Years Ago


Today is Sunday, June 29, the 180th day of 2014. There are 185 days left in the year.

Associated Press

On this date in:

1613: London’s original Globe Theatre, where many of Shakespeare’s plays are performed, is destroyed by a fire sparked by a cannon shot in a performance of “Henry VIII.”

1767: Britain approves the Townshend Revenue Act, which imposes import duties on glass, paint, lead, paper and tea shipped to the American colonies. (Colonists protested, prompting Parliament to repeal the duties — except for tea.)

1941: Polish statesman, pianist and composer Ignacy Jan Paderewski dies in New York at age 80.

1954: The Atomic Energy Commission votes against reinstating Dr. J. Robert Oppenheimer’s access to classified information.

1967: Jerusalem is reunified as Israel removes barricades separating the Old City from the Israeli sector.

1972: The U.S. Supreme Court strikes down a trio of death sentences, saying the way they had been imposed constituted cruel and unusual punishment. (The ruling prompted states to effectively impose a moratorium on executions.)

1974: Isabel Martinez de Peron is sworn in as acting president of Argentina.

2003: Actress Katharine Hepburn, one of the last stars from Hollywood’s Golden Age, dies in Old Saybrook, Conn., at 96.

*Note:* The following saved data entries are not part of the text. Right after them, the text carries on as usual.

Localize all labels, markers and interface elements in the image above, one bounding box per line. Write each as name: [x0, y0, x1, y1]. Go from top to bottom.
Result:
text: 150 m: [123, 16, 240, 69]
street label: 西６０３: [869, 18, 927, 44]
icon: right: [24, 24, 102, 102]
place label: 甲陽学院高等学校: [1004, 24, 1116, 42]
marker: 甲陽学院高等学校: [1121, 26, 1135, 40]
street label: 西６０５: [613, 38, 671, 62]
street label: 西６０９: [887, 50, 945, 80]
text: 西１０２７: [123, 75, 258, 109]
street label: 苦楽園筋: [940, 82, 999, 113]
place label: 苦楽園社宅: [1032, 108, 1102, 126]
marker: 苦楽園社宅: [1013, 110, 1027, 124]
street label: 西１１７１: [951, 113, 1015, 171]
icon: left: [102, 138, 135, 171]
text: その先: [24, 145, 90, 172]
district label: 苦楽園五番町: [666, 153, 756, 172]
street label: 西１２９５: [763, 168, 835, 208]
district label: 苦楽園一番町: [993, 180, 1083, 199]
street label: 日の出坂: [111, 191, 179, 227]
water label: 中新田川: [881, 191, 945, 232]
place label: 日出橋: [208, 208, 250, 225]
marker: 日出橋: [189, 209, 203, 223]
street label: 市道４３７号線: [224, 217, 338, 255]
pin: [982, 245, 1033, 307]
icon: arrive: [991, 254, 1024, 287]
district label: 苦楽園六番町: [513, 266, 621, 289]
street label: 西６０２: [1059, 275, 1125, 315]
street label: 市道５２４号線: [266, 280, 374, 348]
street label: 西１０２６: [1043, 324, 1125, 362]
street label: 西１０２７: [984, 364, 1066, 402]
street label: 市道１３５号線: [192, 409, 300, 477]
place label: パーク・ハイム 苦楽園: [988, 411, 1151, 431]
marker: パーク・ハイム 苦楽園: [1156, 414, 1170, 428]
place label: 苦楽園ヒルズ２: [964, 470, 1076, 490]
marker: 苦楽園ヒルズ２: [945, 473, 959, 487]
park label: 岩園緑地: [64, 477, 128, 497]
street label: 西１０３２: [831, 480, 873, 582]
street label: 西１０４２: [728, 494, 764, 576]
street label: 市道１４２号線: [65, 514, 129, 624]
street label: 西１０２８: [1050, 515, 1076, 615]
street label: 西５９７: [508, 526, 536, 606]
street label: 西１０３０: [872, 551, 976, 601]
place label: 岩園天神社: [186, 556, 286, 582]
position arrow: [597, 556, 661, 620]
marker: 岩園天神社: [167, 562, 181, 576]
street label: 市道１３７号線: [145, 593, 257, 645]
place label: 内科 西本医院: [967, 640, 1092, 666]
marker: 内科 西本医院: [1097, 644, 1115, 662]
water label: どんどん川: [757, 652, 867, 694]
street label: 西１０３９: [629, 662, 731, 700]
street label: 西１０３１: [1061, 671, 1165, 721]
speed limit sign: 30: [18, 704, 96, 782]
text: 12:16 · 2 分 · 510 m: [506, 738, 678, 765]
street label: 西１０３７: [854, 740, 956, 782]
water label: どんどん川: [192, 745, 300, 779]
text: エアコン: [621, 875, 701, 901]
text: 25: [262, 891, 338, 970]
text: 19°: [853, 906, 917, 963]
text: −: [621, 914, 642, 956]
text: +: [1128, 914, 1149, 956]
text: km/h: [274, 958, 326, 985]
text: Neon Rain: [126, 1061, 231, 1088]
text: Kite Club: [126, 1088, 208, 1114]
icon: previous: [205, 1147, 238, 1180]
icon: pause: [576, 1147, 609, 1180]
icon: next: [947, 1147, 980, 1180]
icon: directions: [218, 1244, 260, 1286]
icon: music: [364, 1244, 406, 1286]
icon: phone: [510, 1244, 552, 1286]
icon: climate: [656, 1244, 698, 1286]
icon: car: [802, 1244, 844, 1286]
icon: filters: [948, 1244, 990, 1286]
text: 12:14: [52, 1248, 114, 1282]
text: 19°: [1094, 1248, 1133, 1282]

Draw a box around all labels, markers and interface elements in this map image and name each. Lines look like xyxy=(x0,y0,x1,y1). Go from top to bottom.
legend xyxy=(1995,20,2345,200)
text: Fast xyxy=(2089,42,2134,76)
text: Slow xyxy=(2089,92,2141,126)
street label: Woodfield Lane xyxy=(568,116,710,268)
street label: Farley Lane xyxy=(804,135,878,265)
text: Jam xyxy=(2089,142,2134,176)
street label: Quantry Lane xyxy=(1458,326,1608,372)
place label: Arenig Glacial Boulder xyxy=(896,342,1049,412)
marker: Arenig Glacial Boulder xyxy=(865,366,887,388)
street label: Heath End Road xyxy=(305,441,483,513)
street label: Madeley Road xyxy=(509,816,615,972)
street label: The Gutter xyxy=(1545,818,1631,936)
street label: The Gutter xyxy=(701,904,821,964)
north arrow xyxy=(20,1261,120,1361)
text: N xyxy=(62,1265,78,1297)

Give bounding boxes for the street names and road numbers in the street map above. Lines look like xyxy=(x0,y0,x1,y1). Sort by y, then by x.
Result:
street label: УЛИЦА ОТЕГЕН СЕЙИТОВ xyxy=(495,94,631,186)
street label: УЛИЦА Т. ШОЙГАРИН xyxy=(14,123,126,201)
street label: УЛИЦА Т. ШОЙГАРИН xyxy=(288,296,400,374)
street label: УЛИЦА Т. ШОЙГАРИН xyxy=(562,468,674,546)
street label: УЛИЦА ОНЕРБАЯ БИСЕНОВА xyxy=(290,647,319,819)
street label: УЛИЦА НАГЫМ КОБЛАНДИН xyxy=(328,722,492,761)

2009: U.S. combat troops withdraw from Iraqi cities, the first major step toward removing all American forces from the country by Dec. 31, 2011.

VINDICATOR FILES

1989: In an emotionally charged meeting, the New Castle Area Board of Education adopts its 1989-90 budget, which raises taxes by 11 mills, eliminates 32 teaching positions and slashes all athletic programs except football, basketball and track.

Lawyers representing six white Youngstown Police Department patrolmen go to federal court to stop the promotions of six minority officers to detective sergeants.

Youngstown area social service agency representatives and U.S. Census Bureau officials are tackling a problem that plagued the census taken in 1980: how to accurately count the homeless.

1974: Seven Youngstown men, all believed to be part of the city’s numbers operation, are charged with engaging in organized crime under a new Ohio law.

The Youngstown Park and Recreation Commission adopts a resolution asking city council to vote sufficient funds for substantial repairs to the Lake Milton Dam.

A bandit couple walks into the Aey Electric Co. office at 2217 Mahoning Ave., holds the owner and two other people at gunpoint and escapes with two diamond rings, two pistols and $800 in cash.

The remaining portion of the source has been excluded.